Mt.7,6.12-14 (25/06/2024)
6 Geef het heilige niet aan de honden,
en werp je parels niet voor de varkens
[honden en varkens werden als onrein gezien],
opdat zij ze niet met hun poten vertrappen,
zich tegen je keren en je verscheuren.
12 Dus alles wat je zou willen
dat mensen voor jou doen,
doe dat voor hen.
Dat is wet en profeten!
13 Ga binnen door de nauwe poort,
want breed is de poort
en ruim de weg
die leidt naar de ondergang
en velen gaan daarlangs naar binnen.
14 Maar nauw is de poort
en smal de weg
die leidt naar het leven,
en weinigen vinden haar.
Drie losse spreuken.

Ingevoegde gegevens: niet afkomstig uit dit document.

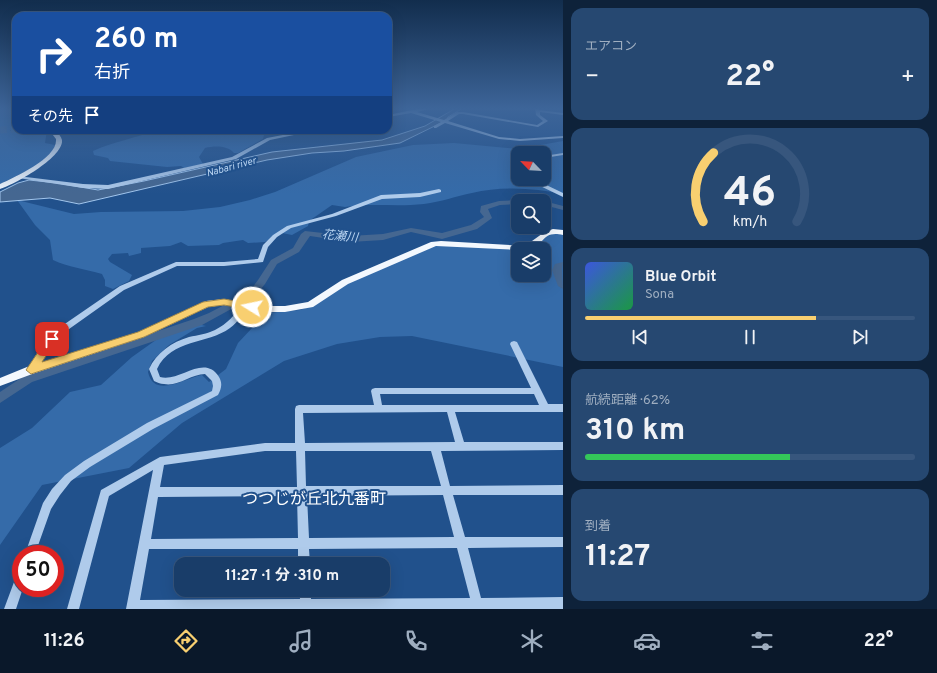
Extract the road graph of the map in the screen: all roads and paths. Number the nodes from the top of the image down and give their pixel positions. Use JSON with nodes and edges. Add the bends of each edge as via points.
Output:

Om te zoeken naar de samenhang hebben we hier niet de ruimte. We beperken ons tot de eerste.
Het is een ietwat verrassende uitspraak als je die hoort uit Jezus’ mond. Is Jezus niet voor iedereen gekomen? Verkondigde hij zijn boodschap niet aan allen die het wilden horen? Ah, in dat laatste klinkt al iets: aan wie het wíl horen, en dus er een zekere openheid voor aan de dag wil leggen.
Heeft dat betekenis voor ons vandaag? Ik denk het wel. Het geeft aan dat wij het in onze tijd, die globaal niet erg open staat voor het Christelijk verhaal, er niet automatisch en overal moeten over spréken. We mogen – moeten – gerust onderscheid maken in wat we tegen wie daarover zeggen. Waar een boodschap niet kán begrepen worden, zwijgen we er beter over! Maar tegelijk roept het ons wél op die openheid bij de ander op te wekken. Dat gebeurt echter meestal niet zozeer door woorden, maar door concrete daden die verwondering oproepen. Als dan de vraag komt: waarom doe je dat?, dán moeten we spreken.